The task | In the data below, one line contains "thumb mcp: (84, 397)" and a later one contains "ring pip: (34, 282)". Print both, with every line between them, exactly and alone.

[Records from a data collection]
===============

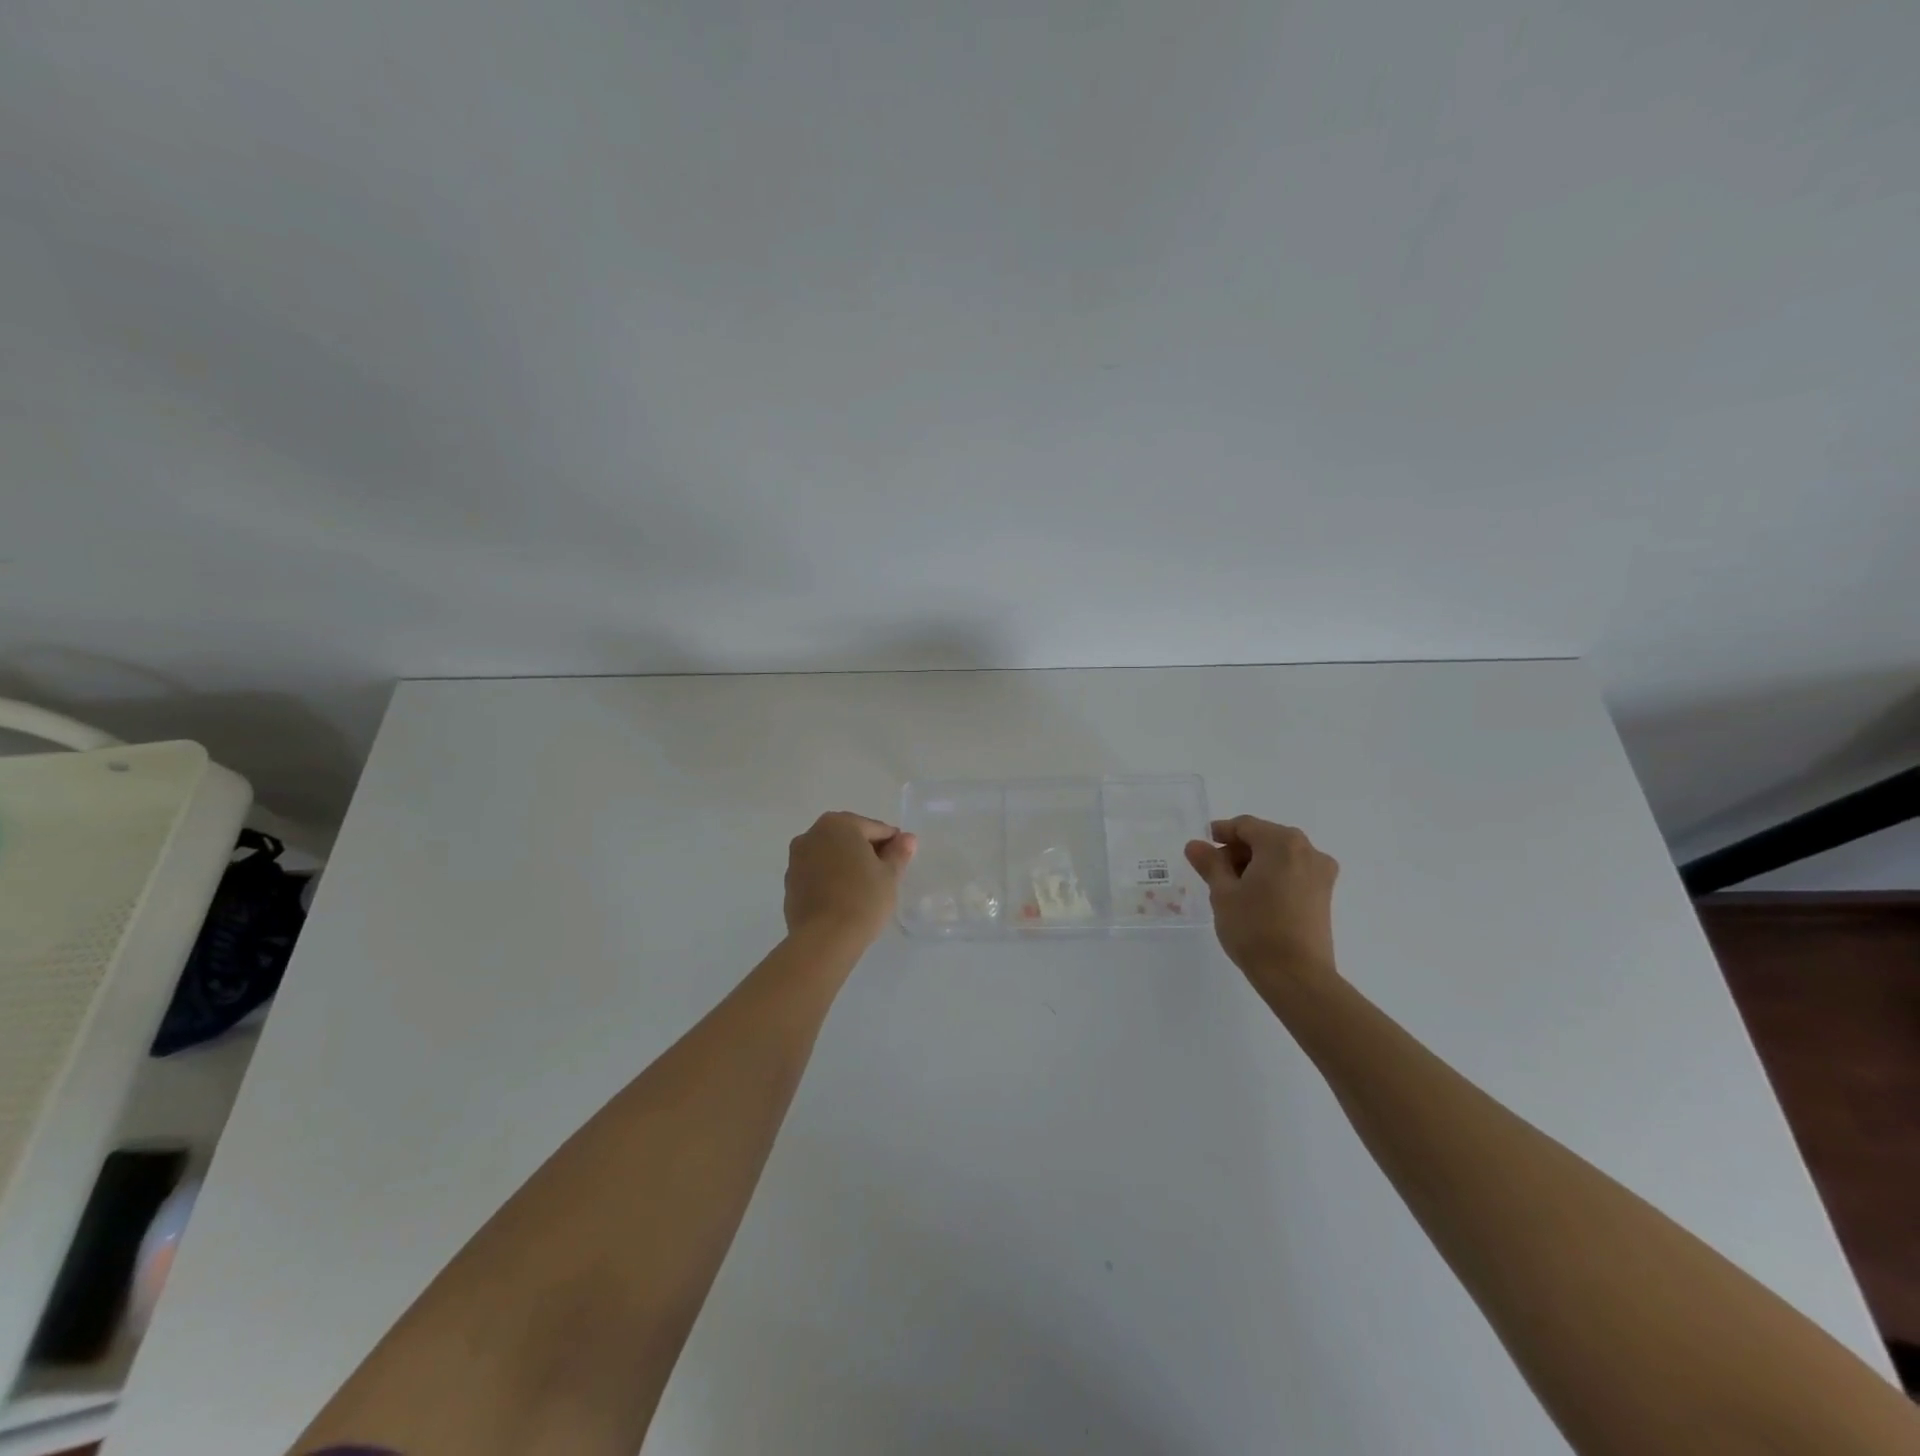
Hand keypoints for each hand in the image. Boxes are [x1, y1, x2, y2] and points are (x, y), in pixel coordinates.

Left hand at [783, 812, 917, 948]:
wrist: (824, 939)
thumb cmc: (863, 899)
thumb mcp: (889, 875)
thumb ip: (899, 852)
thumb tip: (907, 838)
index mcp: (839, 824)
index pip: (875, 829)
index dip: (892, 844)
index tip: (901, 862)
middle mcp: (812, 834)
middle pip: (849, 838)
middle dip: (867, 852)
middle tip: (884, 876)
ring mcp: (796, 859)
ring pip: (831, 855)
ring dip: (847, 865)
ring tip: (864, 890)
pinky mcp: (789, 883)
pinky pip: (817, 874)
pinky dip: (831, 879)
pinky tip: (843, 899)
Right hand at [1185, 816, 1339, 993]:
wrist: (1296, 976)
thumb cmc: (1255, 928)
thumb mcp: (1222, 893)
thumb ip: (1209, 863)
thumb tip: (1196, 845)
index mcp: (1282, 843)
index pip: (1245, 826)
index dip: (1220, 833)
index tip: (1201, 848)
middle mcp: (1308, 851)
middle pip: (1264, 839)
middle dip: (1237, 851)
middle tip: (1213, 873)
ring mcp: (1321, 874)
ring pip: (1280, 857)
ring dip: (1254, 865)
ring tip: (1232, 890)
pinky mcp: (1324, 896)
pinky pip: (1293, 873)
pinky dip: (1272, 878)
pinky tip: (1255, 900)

===============

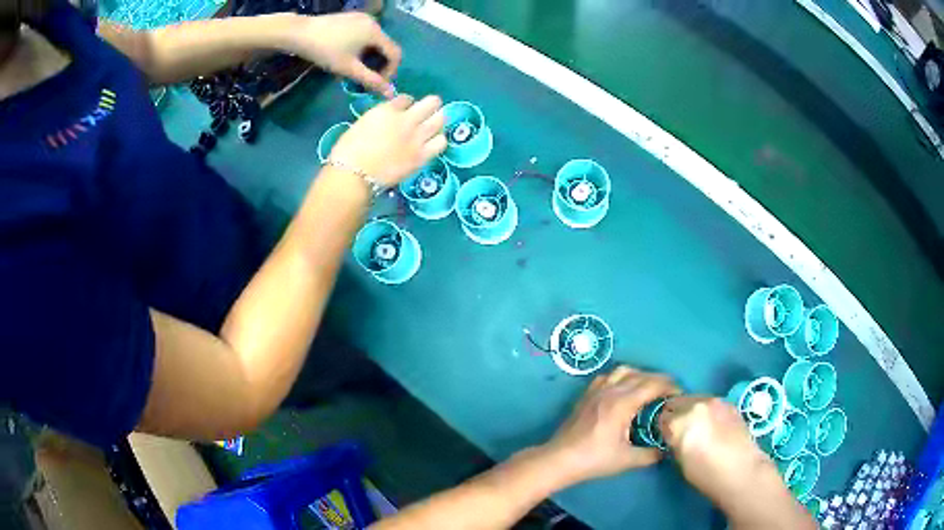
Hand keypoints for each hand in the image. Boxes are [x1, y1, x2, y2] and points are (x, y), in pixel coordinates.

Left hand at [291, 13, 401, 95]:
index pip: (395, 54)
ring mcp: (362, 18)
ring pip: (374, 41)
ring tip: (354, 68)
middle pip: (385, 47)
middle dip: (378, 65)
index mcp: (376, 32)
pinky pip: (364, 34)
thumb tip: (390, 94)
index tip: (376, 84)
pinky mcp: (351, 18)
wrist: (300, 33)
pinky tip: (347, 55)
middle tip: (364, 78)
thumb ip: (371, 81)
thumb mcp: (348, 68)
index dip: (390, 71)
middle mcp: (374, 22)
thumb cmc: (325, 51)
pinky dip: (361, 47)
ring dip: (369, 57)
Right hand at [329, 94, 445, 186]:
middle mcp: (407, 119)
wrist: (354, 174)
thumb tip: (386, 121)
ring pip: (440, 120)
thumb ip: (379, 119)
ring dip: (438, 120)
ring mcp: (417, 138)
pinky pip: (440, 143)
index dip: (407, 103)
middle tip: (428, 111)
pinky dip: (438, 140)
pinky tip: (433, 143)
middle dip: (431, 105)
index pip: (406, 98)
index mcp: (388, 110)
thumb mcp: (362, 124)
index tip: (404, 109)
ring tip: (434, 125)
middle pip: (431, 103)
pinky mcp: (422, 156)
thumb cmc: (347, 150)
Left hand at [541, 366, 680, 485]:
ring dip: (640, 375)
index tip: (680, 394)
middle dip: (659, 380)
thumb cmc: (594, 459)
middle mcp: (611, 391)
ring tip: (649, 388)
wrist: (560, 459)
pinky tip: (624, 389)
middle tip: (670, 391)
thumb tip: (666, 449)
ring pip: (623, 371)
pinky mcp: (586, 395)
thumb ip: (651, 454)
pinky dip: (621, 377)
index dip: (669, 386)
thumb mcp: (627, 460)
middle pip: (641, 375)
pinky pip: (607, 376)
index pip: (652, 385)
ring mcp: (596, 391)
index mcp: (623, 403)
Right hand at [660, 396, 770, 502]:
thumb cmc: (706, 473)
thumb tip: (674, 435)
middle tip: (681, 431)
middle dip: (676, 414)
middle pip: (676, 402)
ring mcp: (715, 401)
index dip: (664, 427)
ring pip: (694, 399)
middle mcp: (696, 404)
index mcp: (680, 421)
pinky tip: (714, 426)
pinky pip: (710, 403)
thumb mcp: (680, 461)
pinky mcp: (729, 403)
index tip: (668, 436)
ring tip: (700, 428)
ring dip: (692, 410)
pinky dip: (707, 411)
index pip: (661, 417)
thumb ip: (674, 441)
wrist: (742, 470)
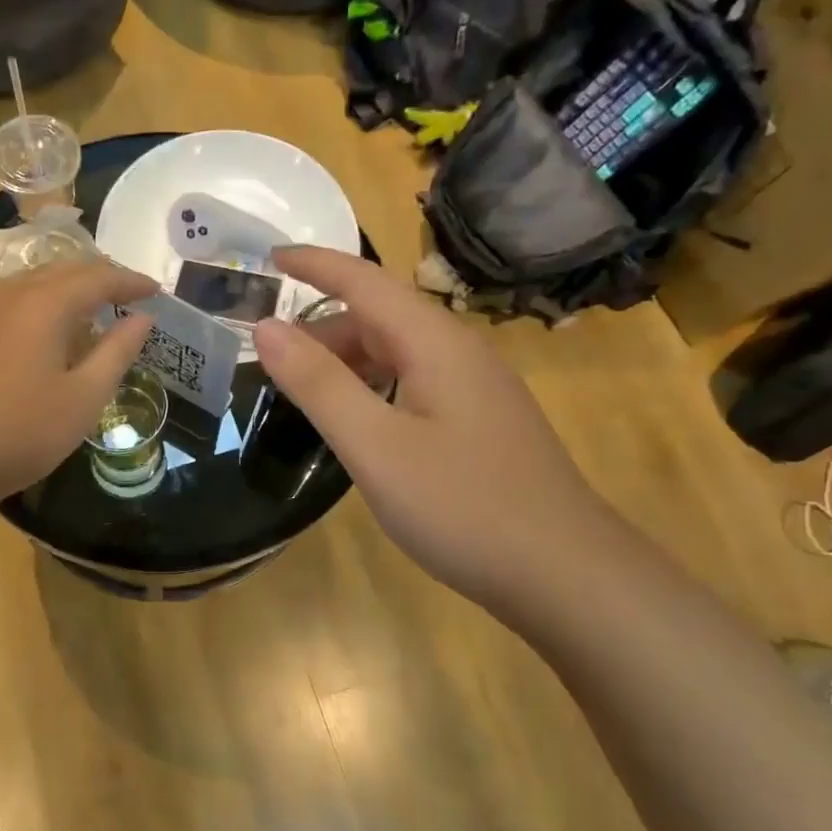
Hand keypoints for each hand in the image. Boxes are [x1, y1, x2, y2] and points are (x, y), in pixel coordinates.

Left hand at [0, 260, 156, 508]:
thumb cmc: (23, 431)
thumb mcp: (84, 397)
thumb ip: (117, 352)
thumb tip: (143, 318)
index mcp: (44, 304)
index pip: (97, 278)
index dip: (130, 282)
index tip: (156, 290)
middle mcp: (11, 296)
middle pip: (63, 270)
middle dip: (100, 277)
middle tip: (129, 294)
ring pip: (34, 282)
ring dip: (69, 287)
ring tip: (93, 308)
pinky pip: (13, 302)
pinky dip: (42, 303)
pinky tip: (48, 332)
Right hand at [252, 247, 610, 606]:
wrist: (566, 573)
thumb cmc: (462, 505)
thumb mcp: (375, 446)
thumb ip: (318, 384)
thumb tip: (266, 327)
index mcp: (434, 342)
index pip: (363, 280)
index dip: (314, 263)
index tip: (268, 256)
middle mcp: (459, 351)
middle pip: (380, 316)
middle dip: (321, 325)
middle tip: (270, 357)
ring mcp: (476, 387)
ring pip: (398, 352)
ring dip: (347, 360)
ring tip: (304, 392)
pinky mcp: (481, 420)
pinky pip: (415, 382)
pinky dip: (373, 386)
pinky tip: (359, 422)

===============

Solution for this exercise |
thumb mcp: (84, 397)
thumb ip: (117, 352)
thumb tip: (143, 318)
index mcp: (44, 304)
index pip: (97, 278)
index dip: (130, 282)
index tip: (156, 290)
middle mcp: (11, 296)
middle pip: (63, 270)
middle dip: (100, 277)
middle tip: (129, 294)
ring pip: (34, 282)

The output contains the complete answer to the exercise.